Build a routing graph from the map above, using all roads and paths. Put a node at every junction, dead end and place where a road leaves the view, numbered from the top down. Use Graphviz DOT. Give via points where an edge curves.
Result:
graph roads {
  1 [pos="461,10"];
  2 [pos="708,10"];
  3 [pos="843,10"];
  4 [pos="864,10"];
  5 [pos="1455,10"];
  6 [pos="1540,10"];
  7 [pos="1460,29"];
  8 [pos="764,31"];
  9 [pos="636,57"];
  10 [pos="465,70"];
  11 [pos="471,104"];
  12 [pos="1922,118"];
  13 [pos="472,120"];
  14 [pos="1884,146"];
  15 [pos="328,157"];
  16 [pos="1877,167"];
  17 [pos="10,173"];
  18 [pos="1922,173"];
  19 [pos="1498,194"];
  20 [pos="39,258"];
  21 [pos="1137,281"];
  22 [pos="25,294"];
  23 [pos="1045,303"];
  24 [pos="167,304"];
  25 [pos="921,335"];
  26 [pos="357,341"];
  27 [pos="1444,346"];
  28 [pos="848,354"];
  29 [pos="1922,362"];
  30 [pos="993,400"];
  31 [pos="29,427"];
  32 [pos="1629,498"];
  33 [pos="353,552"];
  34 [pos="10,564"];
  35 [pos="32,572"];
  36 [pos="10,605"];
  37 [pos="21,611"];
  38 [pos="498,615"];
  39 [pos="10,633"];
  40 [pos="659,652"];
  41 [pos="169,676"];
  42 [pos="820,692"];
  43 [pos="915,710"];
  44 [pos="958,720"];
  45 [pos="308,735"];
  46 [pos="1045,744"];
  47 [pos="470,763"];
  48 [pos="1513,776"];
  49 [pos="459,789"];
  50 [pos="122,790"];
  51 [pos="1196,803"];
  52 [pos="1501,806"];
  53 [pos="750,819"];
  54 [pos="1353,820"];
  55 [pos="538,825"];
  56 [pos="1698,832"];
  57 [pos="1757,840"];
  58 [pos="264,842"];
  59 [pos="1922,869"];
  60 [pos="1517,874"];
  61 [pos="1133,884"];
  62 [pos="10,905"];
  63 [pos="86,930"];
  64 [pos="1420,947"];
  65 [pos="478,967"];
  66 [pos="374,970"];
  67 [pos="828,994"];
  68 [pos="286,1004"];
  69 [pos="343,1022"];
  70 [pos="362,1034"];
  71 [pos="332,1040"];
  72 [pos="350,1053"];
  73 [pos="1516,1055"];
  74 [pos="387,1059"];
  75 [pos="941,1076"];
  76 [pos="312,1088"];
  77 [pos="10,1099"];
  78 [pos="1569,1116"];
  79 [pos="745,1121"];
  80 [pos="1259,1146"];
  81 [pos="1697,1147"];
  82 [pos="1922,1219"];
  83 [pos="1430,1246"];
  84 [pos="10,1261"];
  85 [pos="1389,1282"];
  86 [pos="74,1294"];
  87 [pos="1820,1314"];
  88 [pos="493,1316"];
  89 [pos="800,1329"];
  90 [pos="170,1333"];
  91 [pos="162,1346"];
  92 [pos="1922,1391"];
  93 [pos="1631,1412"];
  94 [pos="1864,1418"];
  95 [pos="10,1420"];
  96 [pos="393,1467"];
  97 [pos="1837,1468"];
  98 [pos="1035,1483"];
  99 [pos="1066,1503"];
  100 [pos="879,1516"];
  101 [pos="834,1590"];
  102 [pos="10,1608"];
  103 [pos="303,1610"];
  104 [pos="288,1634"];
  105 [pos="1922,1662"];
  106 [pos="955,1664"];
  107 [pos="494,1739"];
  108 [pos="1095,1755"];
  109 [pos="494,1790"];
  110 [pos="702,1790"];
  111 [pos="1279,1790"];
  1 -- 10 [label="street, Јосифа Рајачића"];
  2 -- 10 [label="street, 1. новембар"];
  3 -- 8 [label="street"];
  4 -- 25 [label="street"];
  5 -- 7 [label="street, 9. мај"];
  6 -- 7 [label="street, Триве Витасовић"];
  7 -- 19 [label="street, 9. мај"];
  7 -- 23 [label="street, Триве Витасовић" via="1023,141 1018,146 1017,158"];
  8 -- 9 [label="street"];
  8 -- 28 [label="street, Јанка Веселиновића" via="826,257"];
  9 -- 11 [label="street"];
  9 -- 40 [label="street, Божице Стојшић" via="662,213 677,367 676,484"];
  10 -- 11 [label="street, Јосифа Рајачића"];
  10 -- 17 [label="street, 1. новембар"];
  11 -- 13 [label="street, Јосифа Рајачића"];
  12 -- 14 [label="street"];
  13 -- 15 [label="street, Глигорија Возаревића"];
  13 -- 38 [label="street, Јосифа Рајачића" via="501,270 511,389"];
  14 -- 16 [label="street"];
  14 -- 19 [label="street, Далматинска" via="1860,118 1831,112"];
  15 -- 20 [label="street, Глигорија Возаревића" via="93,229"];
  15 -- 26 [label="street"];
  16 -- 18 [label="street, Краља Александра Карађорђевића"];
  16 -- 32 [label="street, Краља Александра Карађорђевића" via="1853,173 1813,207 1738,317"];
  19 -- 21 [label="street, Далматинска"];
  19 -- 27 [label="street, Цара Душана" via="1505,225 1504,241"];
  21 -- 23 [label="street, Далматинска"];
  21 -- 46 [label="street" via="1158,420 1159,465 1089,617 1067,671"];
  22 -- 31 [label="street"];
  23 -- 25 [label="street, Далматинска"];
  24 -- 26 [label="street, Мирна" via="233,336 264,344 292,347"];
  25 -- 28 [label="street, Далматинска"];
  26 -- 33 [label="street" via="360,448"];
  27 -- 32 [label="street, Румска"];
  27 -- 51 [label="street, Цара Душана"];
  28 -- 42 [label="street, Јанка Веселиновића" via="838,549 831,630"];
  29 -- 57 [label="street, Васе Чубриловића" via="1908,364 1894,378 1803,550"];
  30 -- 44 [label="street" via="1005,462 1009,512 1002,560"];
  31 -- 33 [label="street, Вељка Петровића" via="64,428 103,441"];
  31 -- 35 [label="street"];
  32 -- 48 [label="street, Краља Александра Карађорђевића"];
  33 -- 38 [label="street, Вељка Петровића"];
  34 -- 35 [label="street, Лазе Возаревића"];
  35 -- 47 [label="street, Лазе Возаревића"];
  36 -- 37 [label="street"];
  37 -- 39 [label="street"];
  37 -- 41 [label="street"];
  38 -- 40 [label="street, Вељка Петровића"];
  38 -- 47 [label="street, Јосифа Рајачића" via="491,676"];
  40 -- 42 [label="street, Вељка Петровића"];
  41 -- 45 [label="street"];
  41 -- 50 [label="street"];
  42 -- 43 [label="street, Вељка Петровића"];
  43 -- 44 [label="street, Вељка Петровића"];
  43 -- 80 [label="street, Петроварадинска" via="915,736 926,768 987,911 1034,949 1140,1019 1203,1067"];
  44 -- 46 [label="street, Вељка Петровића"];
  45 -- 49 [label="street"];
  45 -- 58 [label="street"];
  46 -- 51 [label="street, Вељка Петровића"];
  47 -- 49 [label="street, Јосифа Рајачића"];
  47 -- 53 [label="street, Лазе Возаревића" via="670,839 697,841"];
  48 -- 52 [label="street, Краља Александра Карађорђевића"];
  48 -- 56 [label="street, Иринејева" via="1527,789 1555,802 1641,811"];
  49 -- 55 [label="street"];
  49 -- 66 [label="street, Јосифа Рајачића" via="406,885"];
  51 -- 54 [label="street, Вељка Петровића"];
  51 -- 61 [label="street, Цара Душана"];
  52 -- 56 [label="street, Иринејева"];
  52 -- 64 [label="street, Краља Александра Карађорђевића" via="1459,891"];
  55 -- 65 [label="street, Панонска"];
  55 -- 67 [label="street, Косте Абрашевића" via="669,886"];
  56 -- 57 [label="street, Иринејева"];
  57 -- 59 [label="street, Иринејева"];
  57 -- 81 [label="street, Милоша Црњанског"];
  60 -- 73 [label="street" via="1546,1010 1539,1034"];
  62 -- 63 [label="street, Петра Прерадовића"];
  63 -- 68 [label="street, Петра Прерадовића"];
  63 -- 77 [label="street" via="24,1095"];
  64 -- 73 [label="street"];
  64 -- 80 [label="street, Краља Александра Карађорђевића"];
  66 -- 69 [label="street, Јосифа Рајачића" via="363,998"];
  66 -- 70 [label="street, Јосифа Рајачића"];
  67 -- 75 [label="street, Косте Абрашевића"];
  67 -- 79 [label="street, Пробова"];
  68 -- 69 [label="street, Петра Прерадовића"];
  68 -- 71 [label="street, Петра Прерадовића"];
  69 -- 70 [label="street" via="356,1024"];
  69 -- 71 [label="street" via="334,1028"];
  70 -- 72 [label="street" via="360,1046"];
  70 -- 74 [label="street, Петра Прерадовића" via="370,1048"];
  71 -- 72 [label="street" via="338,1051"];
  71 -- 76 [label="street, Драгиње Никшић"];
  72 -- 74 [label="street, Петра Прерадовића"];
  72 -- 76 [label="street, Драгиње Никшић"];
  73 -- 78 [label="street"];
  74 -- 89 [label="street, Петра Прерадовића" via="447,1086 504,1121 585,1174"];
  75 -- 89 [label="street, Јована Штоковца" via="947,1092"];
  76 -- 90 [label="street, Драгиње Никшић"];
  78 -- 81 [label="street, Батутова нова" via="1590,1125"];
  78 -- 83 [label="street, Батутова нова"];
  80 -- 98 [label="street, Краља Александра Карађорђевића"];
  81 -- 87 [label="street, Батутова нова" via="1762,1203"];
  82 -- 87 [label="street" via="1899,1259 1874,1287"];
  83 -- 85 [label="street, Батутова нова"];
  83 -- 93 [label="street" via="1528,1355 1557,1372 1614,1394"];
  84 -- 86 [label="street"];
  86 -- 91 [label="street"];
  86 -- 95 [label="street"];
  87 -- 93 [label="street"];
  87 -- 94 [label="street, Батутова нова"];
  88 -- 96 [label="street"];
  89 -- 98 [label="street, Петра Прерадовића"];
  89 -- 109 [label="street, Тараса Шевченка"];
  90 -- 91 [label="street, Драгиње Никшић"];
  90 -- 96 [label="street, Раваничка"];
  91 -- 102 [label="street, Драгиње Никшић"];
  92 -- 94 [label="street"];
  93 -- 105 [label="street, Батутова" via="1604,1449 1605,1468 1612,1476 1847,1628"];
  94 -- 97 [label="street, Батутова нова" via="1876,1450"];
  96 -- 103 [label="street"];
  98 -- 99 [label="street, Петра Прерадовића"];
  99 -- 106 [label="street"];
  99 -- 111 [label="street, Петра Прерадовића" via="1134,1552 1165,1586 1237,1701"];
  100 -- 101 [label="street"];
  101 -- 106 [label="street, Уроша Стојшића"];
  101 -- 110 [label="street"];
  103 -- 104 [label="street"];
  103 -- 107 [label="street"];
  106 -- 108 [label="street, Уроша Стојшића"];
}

[WORK TASK]
For this exercise, gather every line of the data that contains the word "Возаревића".

[OUTPUT FOR THIS TASK]
  13 -- 15 [label="street, Глигорија Возаревића"];
  15 -- 20 [label="street, Глигорија Возаревића" via="93,229"];
  34 -- 35 [label="street, Лазе Возаревића"];
  35 -- 47 [label="street, Лазе Возаревића"];
  47 -- 53 [label="street, Лазе Возаревића" via="670,839 697,841"];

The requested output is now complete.